:: Source material ::

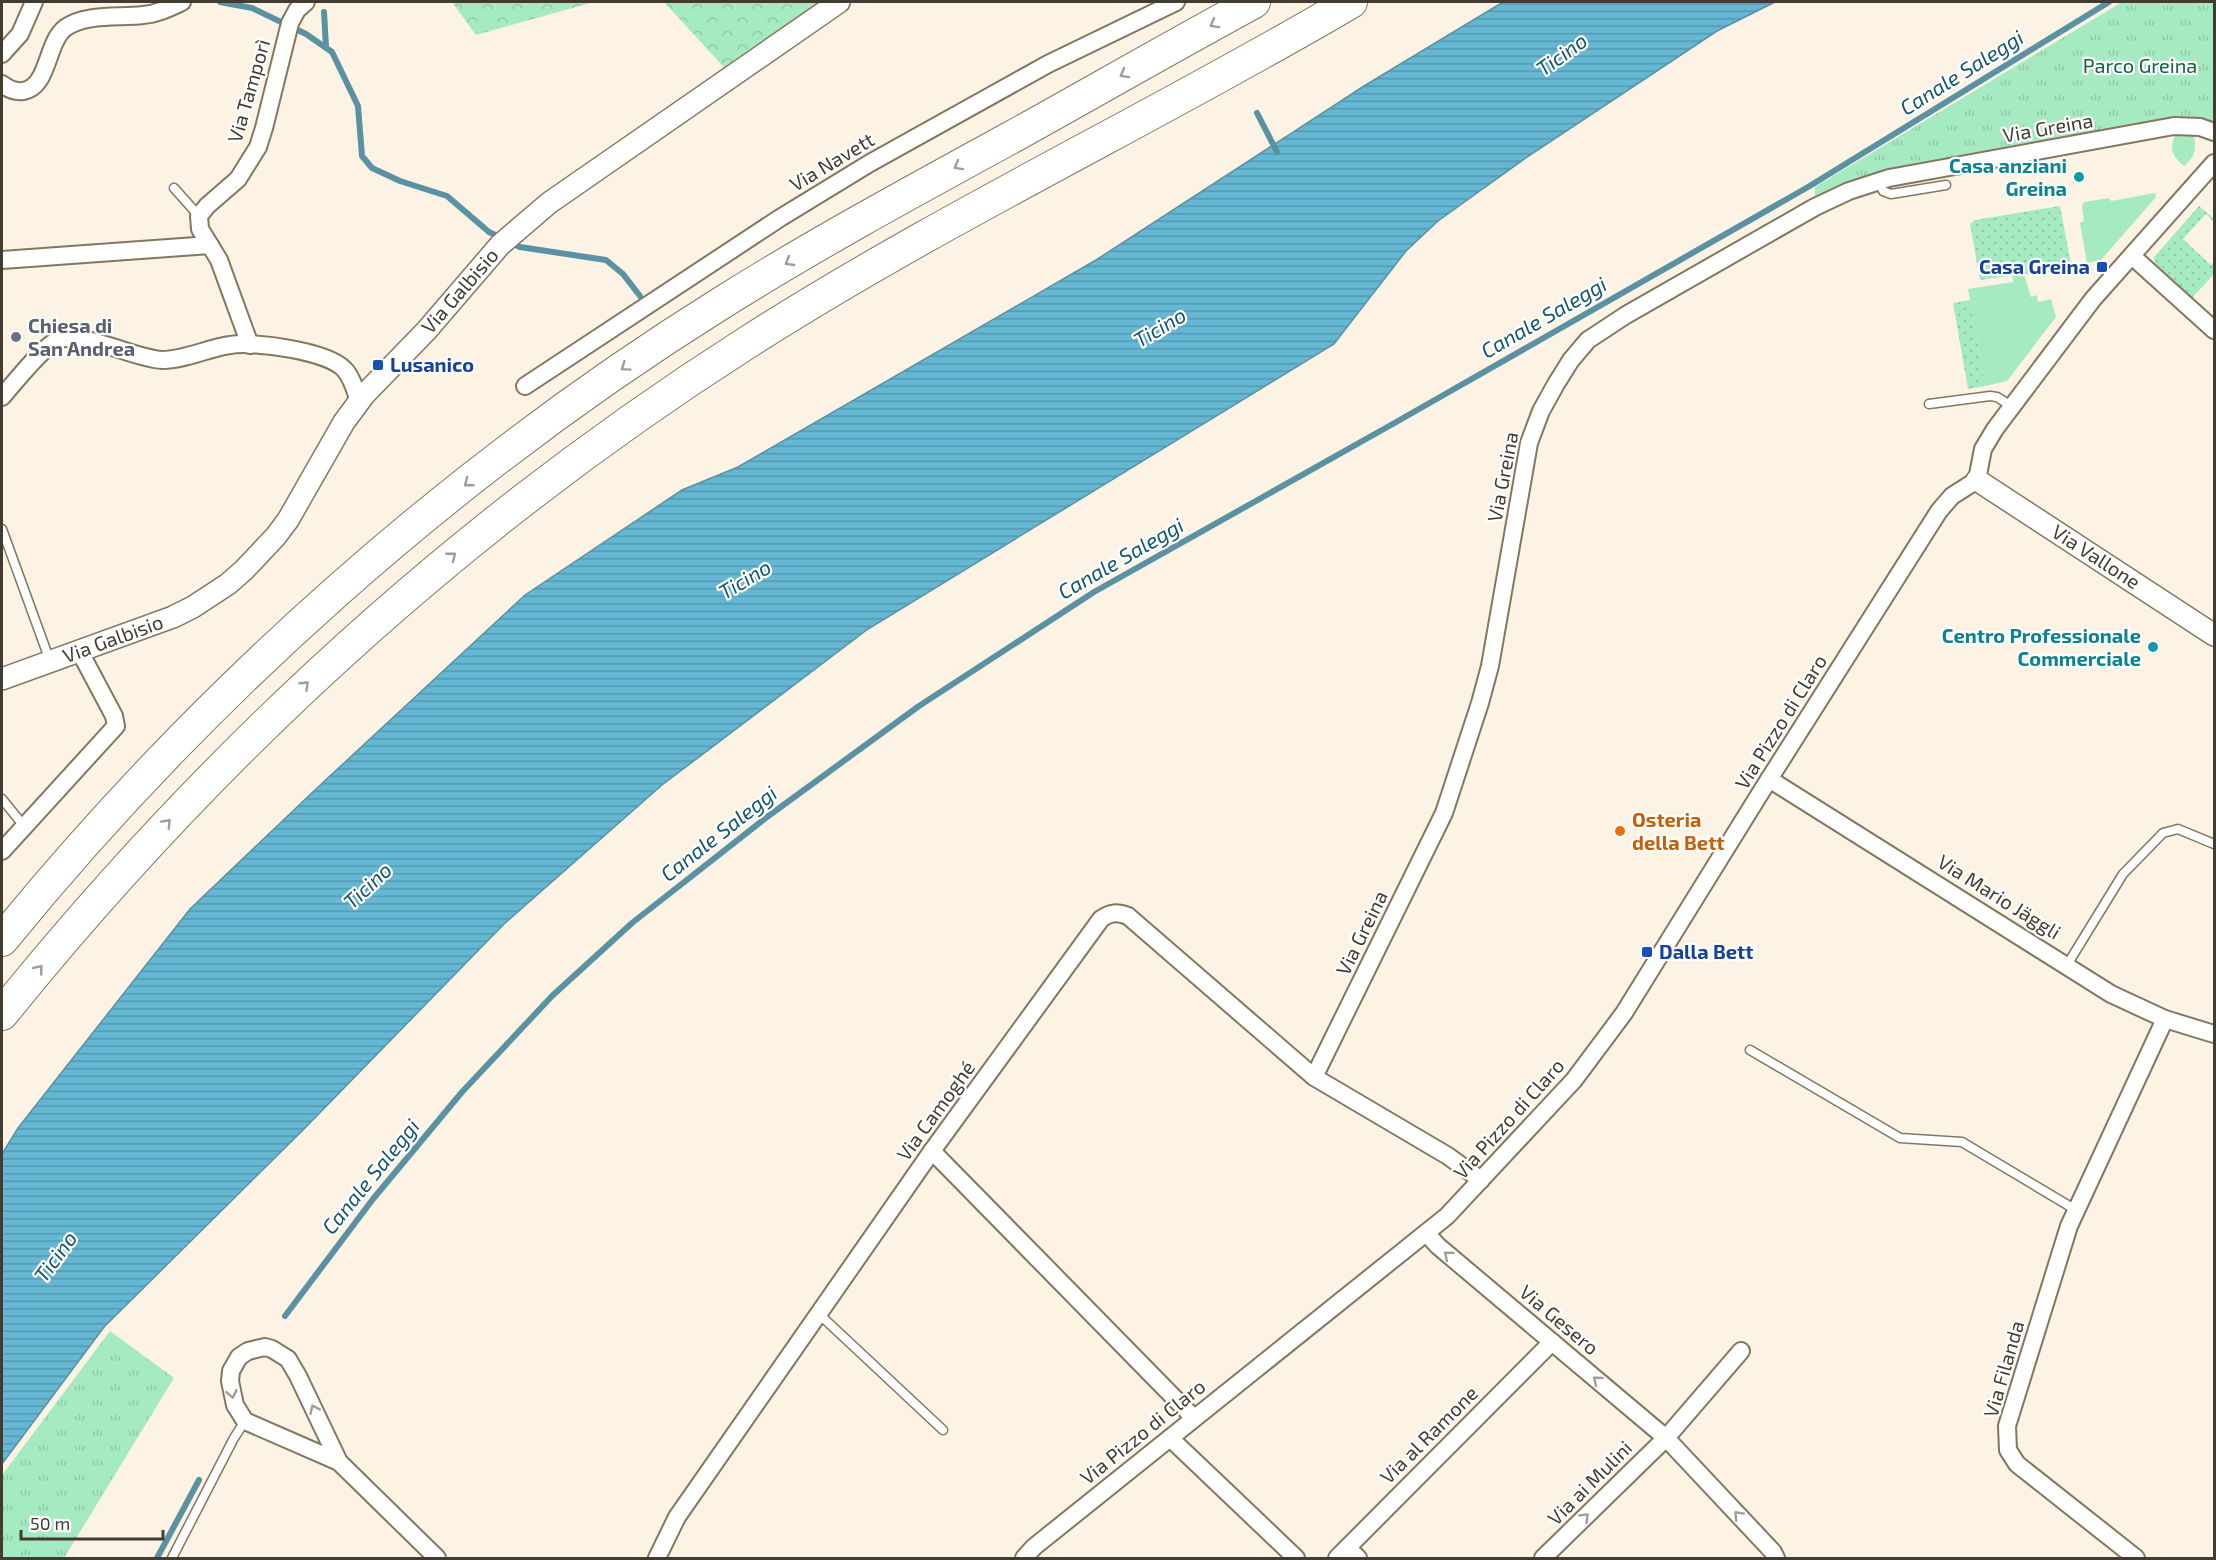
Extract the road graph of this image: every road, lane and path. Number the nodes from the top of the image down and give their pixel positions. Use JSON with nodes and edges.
{"nodes":[{"id":1,"x":34,"y":2,"type":"edge"},
{"id":2,"x":182,"y":2,"type":"edge"},
{"id":3,"x":306,"y":2,"type":"edge"},
{"id":4,"x":839,"y":2,"type":"edge"},
{"id":5,"x":1176,"y":2,"type":"edge"},
{"id":6,"x":1254,"y":2,"type":"edge"},
{"id":7,"x":1351,"y":2,"type":"edge"},
{"id":8,"x":2,"y":54,"type":"edge"},
{"id":9,"x":2,"y":84,"type":"edge"},
{"id":10,"x":2214,"y":132,"type":"edge"},
{"id":11,"x":2214,"y":163,"type":"edge"},
{"id":12,"x":1880,"y":180,"type":"junction"},
{"id":13,"x":1946,"y":185,"type":"dead end"},
{"id":14,"x":174,"y":188,"type":"dead end"},
{"id":15,"x":199,"y":216,"type":"junction"},
{"id":16,"x":210,"y":245,"type":"junction"},
{"id":17,"x":2132,"y":256,"type":"junction"},
{"id":18,"x":2,"y":260,"type":"edge"},
{"id":19,"x":2214,"y":330,"type":"edge"},
{"id":20,"x":250,"y":345,"type":"junction"},
{"id":21,"x":525,"y":386,"type":"dead end"},
{"id":22,"x":2,"y":397,"type":"edge"},
{"id":23,"x":359,"y":402,"type":"junction"},
{"id":24,"x":1929,"y":404,"type":"dead end"},
{"id":25,"x":2013,"y":406,"type":"junction"},
{"id":26,"x":1977,"y":480,"type":"junction"},
{"id":27,"x":2,"y":530,"type":"edge"},
{"id":28,"x":2213,"y":632,"type":"edge"},
{"id":29,"x":80,"y":652,"type":"junction"},
{"id":30,"x":50,"y":662,"type":"junction"},
{"id":31,"x":2,"y":679,"type":"edge"},
{"id":32,"x":1769,"y":779,"type":"junction"},
{"id":33,"x":2,"y":799,"type":"edge"},
{"id":34,"x":24,"y":826,"type":"junction"},
{"id":35,"x":2214,"y":844,"type":"edge"},
{"id":36,"x":2,"y":851,"type":"edge"},
{"id":37,"x":2,"y":940,"type":"edge"},
{"id":38,"x":2067,"y":966,"type":"junction"},
{"id":39,"x":2,"y":1014,"type":"edge"},
{"id":40,"x":2165,"y":1019,"type":"junction"},
{"id":41,"x":2214,"y":1034,"type":"edge"},
{"id":42,"x":1750,"y":1050,"type":"dead end"},
{"id":43,"x":1314,"y":1077,"type":"junction"},
{"id":44,"x":932,"y":1152,"type":"junction"},
{"id":45,"x":1481,"y":1180,"type":"junction"},
{"id":46,"x":2076,"y":1210,"type":"junction"},
{"id":47,"x":1426,"y":1233,"type":"junction"},
{"id":48,"x":819,"y":1314,"type":"junction"},
{"id":49,"x":1552,"y":1342,"type":"junction"},
{"id":50,"x":1741,"y":1352,"type":"dead end"},
{"id":51,"x":1194,"y":1418,"type":"junction"},
{"id":52,"x":245,"y":1421,"type":"junction"},
{"id":53,"x":943,"y":1431,"type":"dead end"},
{"id":54,"x":1170,"y":1438,"type":"junction"},
{"id":55,"x":1666,"y":1438,"type":"junction"},
{"id":56,"x":339,"y":1462,"type":"junction"},
{"id":57,"x":1347,"y":1555,"type":"edge"},
{"id":58,"x":172,"y":1558,"type":"edge"},
{"id":59,"x":437,"y":1558,"type":"edge"},
{"id":60,"x":657,"y":1558,"type":"edge"},
{"id":61,"x":1024,"y":1558,"type":"edge"},
{"id":62,"x":1296,"y":1558,"type":"edge"},
{"id":63,"x":1543,"y":1558,"type":"edge"},
{"id":64,"x":1776,"y":1558,"type":"edge"},
{"id":65,"x":2136,"y":1558,"type":"edge"}],
"edges":[{"from":1,"to":8,"type":"street"},
{"from":2,"to":9,"type":"street"},
{"from":3,"to":15,"type":"street","name":"Via Tamporì"},
{"from":4,"to":23,"type":"street","name":"Via Galbisio"},
{"from":5,"to":21,"type":"street","name":"Via Navett"},
{"from":6,"to":37,"type":"highway","one_way":true},
{"from":39,"to":7,"type":"highway","one_way":true},
{"from":10,"to":12,"type":"street","name":"Via Greina"},
{"from":11,"to":17,"type":"street"},
{"from":12,"to":13,"type":"lane"},
{"from":12,"to":43,"type":"street","name":"Via Greina"},
{"from":14,"to":15,"type":"lane"},
{"from":15,"to":16,"type":"street"},
{"from":16,"to":18,"type":"street"},
{"from":16,"to":20,"type":"street"},
{"from":17,"to":19,"type":"street"},
{"from":17,"to":25,"type":"street"},
{"from":20,"to":22,"type":"street"},
{"from":20,"to":23,"type":"street"},
{"from":23,"to":29,"type":"street","name":"Via Galbisio"},
{"from":24,"to":25,"type":"lane"},
{"from":25,"to":26,"type":"street"},
{"from":26,"to":28,"type":"street","name":"Via Vallone"},
{"from":26,"to":32,"type":"street","name":"Via Pizzo di Claro"},
{"from":27,"to":30,"type":"lane"},
{"from":29,"to":30,"type":"street","name":"Via Galbisio"},
{"from":29,"to":34,"type":"street"},
{"from":30,"to":31,"type":"street","name":"Via Galbisio"},
{"from":32,"to":38,"type":"street","name":"Via Mario Jäggli"},
{"from":32,"to":45,"type":"street","name":"Via Pizzo di Claro"},
{"from":33,"to":34,"type":"lane"},
{"from":34,"to":36,"type":"street"},
{"from":35,"to":38,"type":"lane"},
{"from":38,"to":40,"type":"street","name":"Via Mario Jäggli"},
{"from":40,"to":41,"type":"street","name":"Via Mario Jäggli"},
{"from":40,"to":46,"type":"street","name":"Via Filanda"},
{"from":42,"to":46,"type":"lane"},
{"from":43,"to":44,"type":"street","name":"Via Camoghé"},
{"from":43,"to":45,"type":"street"},
{"from":44,"to":48,"type":"street","name":"Via Camoghé"},
{"from":44,"to":51,"type":"street"},
{"from":45,"to":47,"type":"street","name":"Via Pizzo di Claro"},
{"from":46,"to":65,"type":"street","name":"Via Filanda"},
{"from":49,"to":47,"type":"street","name":"Via Gesero","one_way":true},
{"from":47,"to":51,"type":"street","name":"Via Pizzo di Claro"},
{"from":48,"to":53,"type":"lane"},
{"from":48,"to":60,"type":"street","name":"Via Camoghé"},
{"from":55,"to":49,"type":"street","name":"Via Gesero","one_way":true},
{"from":49,"to":57,"type":"street","name":"Via al Ramone"},
{"from":50,"to":55,"type":"street"},
{"from":51,"to":54,"type":"street","name":"Via Pizzo di Claro"},
{"from":52,"to":56,"type":"street"},
{"from":56,"to":52,"type":"street","one_way":true},
{"from":52,"to":58,"type":"lane"},
{"from":54,"to":61,"type":"street","name":"Via Pizzo di Claro"},
{"from":54,"to":62,"type":"street"},
{"from":63,"to":55,"type":"street","name":"Via ai Mulini","one_way":true},
{"from":64,"to":55,"type":"street","name":"Via Gesero","one_way":true},
{"from":56,"to":59,"type":"street"}]}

:::

#### [Work to complete]
Without including the pictures, return each record above exactly as it stands.

#### [Answer to the exercise]
Extract the road graph of this image: every road, lane and path. Number the nodes from the top of the image down and give their pixel positions. Use JSON with nodes and edges.
{"nodes":[{"id":1,"x":34,"y":2,"type":"edge"},
{"id":2,"x":182,"y":2,"type":"edge"},
{"id":3,"x":306,"y":2,"type":"edge"},
{"id":4,"x":839,"y":2,"type":"edge"},
{"id":5,"x":1176,"y":2,"type":"edge"},
{"id":6,"x":1254,"y":2,"type":"edge"},
{"id":7,"x":1351,"y":2,"type":"edge"},
{"id":8,"x":2,"y":54,"type":"edge"},
{"id":9,"x":2,"y":84,"type":"edge"},
{"id":10,"x":2214,"y":132,"type":"edge"},
{"id":11,"x":2214,"y":163,"type":"edge"},
{"id":12,"x":1880,"y":180,"type":"junction"},
{"id":13,"x":1946,"y":185,"type":"dead end"},
{"id":14,"x":174,"y":188,"type":"dead end"},
{"id":15,"x":199,"y":216,"type":"junction"},
{"id":16,"x":210,"y":245,"type":"junction"},
{"id":17,"x":2132,"y":256,"type":"junction"},
{"id":18,"x":2,"y":260,"type":"edge"},
{"id":19,"x":2214,"y":330,"type":"edge"},
{"id":20,"x":250,"y":345,"type":"junction"},
{"id":21,"x":525,"y":386,"type":"dead end"},
{"id":22,"x":2,"y":397,"type":"edge"},
{"id":23,"x":359,"y":402,"type":"junction"},
{"id":24,"x":1929,"y":404,"type":"dead end"},
{"id":25,"x":2013,"y":406,"type":"junction"},
{"id":26,"x":1977,"y":480,"type":"junction"},
{"id":27,"x":2,"y":530,"type":"edge"},
{"id":28,"x":2213,"y":632,"type":"edge"},
{"id":29,"x":80,"y":652,"type":"junction"},
{"id":30,"x":50,"y":662,"type":"junction"},
{"id":31,"x":2,"y":679,"type":"edge"},
{"id":32,"x":1769,"y":779,"type":"junction"},
{"id":33,"x":2,"y":799,"type":"edge"},
{"id":34,"x":24,"y":826,"type":"junction"},
{"id":35,"x":2214,"y":844,"type":"edge"},
{"id":36,"x":2,"y":851,"type":"edge"},
{"id":37,"x":2,"y":940,"type":"edge"},
{"id":38,"x":2067,"y":966,"type":"junction"},
{"id":39,"x":2,"y":1014,"type":"edge"},
{"id":40,"x":2165,"y":1019,"type":"junction"},
{"id":41,"x":2214,"y":1034,"type":"edge"},
{"id":42,"x":1750,"y":1050,"type":"dead end"},
{"id":43,"x":1314,"y":1077,"type":"junction"},
{"id":44,"x":932,"y":1152,"type":"junction"},
{"id":45,"x":1481,"y":1180,"type":"junction"},
{"id":46,"x":2076,"y":1210,"type":"junction"},
{"id":47,"x":1426,"y":1233,"type":"junction"},
{"id":48,"x":819,"y":1314,"type":"junction"},
{"id":49,"x":1552,"y":1342,"type":"junction"},
{"id":50,"x":1741,"y":1352,"type":"dead end"},
{"id":51,"x":1194,"y":1418,"type":"junction"},
{"id":52,"x":245,"y":1421,"type":"junction"},
{"id":53,"x":943,"y":1431,"type":"dead end"},
{"id":54,"x":1170,"y":1438,"type":"junction"},
{"id":55,"x":1666,"y":1438,"type":"junction"},
{"id":56,"x":339,"y":1462,"type":"junction"},
{"id":57,"x":1347,"y":1555,"type":"edge"},
{"id":58,"x":172,"y":1558,"type":"edge"},
{"id":59,"x":437,"y":1558,"type":"edge"},
{"id":60,"x":657,"y":1558,"type":"edge"},
{"id":61,"x":1024,"y":1558,"type":"edge"},
{"id":62,"x":1296,"y":1558,"type":"edge"},
{"id":63,"x":1543,"y":1558,"type":"edge"},
{"id":64,"x":1776,"y":1558,"type":"edge"},
{"id":65,"x":2136,"y":1558,"type":"edge"}],
"edges":[{"from":1,"to":8,"type":"street"},
{"from":2,"to":9,"type":"street"},
{"from":3,"to":15,"type":"street","name":"Via Tamporì"},
{"from":4,"to":23,"type":"street","name":"Via Galbisio"},
{"from":5,"to":21,"type":"street","name":"Via Navett"},
{"from":6,"to":37,"type":"highway","one_way":true},
{"from":39,"to":7,"type":"highway","one_way":true},
{"from":10,"to":12,"type":"street","name":"Via Greina"},
{"from":11,"to":17,"type":"street"},
{"from":12,"to":13,"type":"lane"},
{"from":12,"to":43,"type":"street","name":"Via Greina"},
{"from":14,"to":15,"type":"lane"},
{"from":15,"to":16,"type":"street"},
{"from":16,"to":18,"type":"street"},
{"from":16,"to":20,"type":"street"},
{"from":17,"to":19,"type":"street"},
{"from":17,"to":25,"type":"street"},
{"from":20,"to":22,"type":"street"},
{"from":20,"to":23,"type":"street"},
{"from":23,"to":29,"type":"street","name":"Via Galbisio"},
{"from":24,"to":25,"type":"lane"},
{"from":25,"to":26,"type":"street"},
{"from":26,"to":28,"type":"street","name":"Via Vallone"},
{"from":26,"to":32,"type":"street","name":"Via Pizzo di Claro"},
{"from":27,"to":30,"type":"lane"},
{"from":29,"to":30,"type":"street","name":"Via Galbisio"},
{"from":29,"to":34,"type":"street"},
{"from":30,"to":31,"type":"street","name":"Via Galbisio"},
{"from":32,"to":38,"type":"street","name":"Via Mario Jäggli"},
{"from":32,"to":45,"type":"street","name":"Via Pizzo di Claro"},
{"from":33,"to":34,"type":"lane"},
{"from":34,"to":36,"type":"street"},
{"from":35,"to":38,"type":"lane"},
{"from":38,"to":40,"type":"street","name":"Via Mario Jäggli"},
{"from":40,"to":41,"type":"street","name":"Via Mario Jäggli"},
{"from":40,"to":46,"type":"street","name":"Via Filanda"},
{"from":42,"to":46,"type":"lane"},
{"from":43,"to":44,"type":"street","name":"Via Camoghé"},
{"from":43,"to":45,"type":"street"},
{"from":44,"to":48,"type":"street","name":"Via Camoghé"},
{"from":44,"to":51,"type":"street"},
{"from":45,"to":47,"type":"street","name":"Via Pizzo di Claro"},
{"from":46,"to":65,"type":"street","name":"Via Filanda"},
{"from":49,"to":47,"type":"street","name":"Via Gesero","one_way":true},
{"from":47,"to":51,"type":"street","name":"Via Pizzo di Claro"},
{"from":48,"to":53,"type":"lane"},
{"from":48,"to":60,"type":"street","name":"Via Camoghé"},
{"from":55,"to":49,"type":"street","name":"Via Gesero","one_way":true},
{"from":49,"to":57,"type":"street","name":"Via al Ramone"},
{"from":50,"to":55,"type":"street"},
{"from":51,"to":54,"type":"street","name":"Via Pizzo di Claro"},
{"from":52,"to":56,"type":"street"},
{"from":56,"to":52,"type":"street","one_way":true},
{"from":52,"to":58,"type":"lane"},
{"from":54,"to":61,"type":"street","name":"Via Pizzo di Claro"},
{"from":54,"to":62,"type":"street"},
{"from":63,"to":55,"type":"street","name":"Via ai Mulini","one_way":true},
{"from":64,"to":55,"type":"street","name":"Via Gesero","one_way":true},
{"from":56,"to":59,"type":"street"}]}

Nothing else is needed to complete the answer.